The meaning of all symbols used in masonry are well documented within the Craft.

It would seem to me that as the origins of the order are not known beyond the mid 1600\'s, the origins and meanings of the symbols could not be known possitivly.
What they have come to mean since 1717 is a bit more solidly based.

It is certainly true to say that the origins and influences of freemasonry stretch back into time immemorial, but modern speculative freemasonry emerged in the 17th and 18th centuries in England, and a little earlier in Scotland. What it evolved into is quite certainly not the same as what it evolved from, and modern masonic symbology is well researched and understood.
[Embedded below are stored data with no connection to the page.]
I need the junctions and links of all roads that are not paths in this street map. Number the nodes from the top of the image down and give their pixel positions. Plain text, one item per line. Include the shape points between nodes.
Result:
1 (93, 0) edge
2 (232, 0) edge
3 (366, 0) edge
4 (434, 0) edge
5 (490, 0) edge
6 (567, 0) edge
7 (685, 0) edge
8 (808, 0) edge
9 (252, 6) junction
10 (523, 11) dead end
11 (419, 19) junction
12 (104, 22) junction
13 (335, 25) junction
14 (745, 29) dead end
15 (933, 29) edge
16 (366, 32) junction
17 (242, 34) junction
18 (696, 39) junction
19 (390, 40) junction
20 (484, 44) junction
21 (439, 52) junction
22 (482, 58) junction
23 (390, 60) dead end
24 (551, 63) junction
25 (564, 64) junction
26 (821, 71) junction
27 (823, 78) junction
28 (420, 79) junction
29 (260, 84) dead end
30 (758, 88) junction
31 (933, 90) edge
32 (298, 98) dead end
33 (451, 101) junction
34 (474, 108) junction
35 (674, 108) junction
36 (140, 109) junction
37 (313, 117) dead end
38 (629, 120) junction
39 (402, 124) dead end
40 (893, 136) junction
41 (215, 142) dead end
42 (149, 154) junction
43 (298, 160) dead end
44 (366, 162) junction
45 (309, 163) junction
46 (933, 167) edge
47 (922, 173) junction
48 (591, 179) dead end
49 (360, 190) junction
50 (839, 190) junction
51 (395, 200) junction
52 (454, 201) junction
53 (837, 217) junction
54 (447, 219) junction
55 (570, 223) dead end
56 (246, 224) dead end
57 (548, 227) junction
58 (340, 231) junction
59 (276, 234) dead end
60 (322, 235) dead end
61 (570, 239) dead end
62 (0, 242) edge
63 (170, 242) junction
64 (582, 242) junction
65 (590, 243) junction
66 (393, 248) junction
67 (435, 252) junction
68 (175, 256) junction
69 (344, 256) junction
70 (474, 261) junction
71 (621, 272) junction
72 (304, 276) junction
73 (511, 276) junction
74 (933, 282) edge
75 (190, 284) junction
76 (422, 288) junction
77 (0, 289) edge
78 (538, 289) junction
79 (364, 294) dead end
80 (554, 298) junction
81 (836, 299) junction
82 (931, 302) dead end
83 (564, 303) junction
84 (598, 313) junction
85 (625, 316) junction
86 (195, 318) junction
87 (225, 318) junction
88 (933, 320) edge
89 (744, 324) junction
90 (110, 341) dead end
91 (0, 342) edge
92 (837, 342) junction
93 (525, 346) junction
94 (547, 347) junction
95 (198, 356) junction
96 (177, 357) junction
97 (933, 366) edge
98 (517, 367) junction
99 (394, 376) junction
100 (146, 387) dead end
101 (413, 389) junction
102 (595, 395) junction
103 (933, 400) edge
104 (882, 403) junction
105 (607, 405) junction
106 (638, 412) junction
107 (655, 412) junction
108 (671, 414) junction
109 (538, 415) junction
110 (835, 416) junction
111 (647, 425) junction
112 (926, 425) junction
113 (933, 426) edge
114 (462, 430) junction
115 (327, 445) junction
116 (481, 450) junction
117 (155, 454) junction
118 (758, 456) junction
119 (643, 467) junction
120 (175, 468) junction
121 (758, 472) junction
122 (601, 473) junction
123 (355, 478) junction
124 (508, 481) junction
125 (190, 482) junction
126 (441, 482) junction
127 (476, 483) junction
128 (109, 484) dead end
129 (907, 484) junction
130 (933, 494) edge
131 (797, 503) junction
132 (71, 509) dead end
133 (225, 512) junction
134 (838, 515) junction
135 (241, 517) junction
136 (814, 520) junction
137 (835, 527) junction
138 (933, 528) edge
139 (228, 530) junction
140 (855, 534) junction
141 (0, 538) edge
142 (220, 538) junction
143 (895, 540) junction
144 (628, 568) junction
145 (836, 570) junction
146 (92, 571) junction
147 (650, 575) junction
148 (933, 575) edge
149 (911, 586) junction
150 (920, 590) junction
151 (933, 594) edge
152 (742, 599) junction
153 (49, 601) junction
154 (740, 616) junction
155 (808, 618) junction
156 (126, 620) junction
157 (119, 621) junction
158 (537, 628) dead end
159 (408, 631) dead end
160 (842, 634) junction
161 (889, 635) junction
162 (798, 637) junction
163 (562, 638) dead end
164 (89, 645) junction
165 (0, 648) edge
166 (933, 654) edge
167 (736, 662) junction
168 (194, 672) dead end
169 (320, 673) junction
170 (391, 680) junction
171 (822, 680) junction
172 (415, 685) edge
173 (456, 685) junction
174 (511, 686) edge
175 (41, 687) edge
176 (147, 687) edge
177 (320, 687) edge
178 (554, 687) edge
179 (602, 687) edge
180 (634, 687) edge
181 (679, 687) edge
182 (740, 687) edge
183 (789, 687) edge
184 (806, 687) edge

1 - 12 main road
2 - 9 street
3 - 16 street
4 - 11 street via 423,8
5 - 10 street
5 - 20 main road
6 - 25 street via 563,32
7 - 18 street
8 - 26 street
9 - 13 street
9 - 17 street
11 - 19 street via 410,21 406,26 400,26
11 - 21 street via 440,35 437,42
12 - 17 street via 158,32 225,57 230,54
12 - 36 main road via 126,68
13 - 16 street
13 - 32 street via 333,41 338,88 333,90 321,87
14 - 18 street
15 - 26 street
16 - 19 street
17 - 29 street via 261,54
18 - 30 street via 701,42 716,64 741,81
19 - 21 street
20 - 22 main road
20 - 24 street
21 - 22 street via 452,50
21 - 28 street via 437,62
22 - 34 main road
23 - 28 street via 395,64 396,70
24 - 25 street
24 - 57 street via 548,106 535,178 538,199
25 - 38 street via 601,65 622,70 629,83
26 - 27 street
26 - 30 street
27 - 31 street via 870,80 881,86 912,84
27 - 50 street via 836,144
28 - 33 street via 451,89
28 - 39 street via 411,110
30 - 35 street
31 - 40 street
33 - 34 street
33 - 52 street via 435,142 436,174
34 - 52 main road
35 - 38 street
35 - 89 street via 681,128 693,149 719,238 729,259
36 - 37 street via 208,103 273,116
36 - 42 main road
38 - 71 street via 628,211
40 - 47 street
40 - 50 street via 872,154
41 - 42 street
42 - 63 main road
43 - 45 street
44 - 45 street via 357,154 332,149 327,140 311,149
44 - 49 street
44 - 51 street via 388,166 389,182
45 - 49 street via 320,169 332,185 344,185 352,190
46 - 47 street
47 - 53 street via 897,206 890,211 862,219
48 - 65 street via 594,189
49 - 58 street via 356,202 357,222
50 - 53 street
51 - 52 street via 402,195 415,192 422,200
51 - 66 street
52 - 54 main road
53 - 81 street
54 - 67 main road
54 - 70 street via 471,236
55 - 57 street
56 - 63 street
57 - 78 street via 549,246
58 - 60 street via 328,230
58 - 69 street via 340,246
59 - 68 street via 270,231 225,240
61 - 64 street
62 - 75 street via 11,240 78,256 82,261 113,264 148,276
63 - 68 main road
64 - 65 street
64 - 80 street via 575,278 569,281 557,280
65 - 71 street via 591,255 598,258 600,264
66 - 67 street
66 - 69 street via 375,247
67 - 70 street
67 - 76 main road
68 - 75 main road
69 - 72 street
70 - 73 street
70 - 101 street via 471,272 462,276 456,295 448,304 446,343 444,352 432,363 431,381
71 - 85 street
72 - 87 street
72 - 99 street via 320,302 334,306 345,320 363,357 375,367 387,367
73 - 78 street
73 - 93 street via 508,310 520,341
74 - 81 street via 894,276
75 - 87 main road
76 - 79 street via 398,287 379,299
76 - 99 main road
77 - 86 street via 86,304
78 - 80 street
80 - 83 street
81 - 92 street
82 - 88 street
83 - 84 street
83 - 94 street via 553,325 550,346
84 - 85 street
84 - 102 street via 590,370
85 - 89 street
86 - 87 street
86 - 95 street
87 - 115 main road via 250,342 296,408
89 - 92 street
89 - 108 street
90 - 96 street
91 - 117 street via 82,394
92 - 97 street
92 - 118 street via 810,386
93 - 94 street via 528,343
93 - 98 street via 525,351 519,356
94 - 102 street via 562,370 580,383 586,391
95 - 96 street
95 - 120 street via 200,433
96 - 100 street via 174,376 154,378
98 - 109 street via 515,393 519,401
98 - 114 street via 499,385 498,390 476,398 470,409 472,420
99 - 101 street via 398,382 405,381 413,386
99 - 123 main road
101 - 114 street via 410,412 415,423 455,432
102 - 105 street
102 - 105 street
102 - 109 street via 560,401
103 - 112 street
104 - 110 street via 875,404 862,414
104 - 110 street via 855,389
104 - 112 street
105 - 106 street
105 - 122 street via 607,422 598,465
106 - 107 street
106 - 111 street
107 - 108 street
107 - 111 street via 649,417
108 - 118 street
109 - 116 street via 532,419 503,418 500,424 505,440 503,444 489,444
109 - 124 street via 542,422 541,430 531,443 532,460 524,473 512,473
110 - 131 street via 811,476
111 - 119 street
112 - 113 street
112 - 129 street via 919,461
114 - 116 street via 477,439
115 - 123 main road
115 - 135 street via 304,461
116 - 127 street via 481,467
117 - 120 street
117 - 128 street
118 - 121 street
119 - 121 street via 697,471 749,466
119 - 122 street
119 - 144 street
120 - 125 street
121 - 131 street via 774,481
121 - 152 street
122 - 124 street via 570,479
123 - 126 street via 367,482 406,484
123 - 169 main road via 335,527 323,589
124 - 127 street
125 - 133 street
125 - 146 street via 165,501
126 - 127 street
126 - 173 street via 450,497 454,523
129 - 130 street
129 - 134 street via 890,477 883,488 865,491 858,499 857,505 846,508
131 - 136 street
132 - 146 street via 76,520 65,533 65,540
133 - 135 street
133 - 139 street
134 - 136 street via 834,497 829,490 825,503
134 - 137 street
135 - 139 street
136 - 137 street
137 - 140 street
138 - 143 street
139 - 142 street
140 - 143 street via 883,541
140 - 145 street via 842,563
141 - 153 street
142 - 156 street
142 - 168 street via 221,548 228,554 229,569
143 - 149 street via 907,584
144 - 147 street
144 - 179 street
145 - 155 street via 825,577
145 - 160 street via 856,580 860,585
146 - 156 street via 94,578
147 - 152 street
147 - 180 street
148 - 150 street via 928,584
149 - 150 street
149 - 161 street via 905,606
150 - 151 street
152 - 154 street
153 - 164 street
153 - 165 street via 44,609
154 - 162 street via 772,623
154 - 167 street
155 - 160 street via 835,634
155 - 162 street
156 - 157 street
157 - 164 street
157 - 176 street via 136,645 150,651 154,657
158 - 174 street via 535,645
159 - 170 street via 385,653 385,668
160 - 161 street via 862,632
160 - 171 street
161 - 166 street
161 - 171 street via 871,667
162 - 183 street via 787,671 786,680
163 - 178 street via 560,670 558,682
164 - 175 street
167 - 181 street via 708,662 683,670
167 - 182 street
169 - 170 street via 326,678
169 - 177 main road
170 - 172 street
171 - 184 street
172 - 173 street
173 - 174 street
There is even a research department at the University of Sheffield which studies exactly this.


For instance there are some who believe that the Masonic chekerboard is a rememberance of the Templar Beauceant battle flag, which symbolized their (The Templars) movement from the world of sin to their \"pure state\" in service.

That doesn't surprise me, particularly amongst the chivalraic and Templar Side Orders.


At this point in time we are probably more likely to discover \"Who Killed Kennedy\"
or \" What really happened to Marilyn or Janis\" than we are the to find the real roots
and associations of the Freemasonic Order.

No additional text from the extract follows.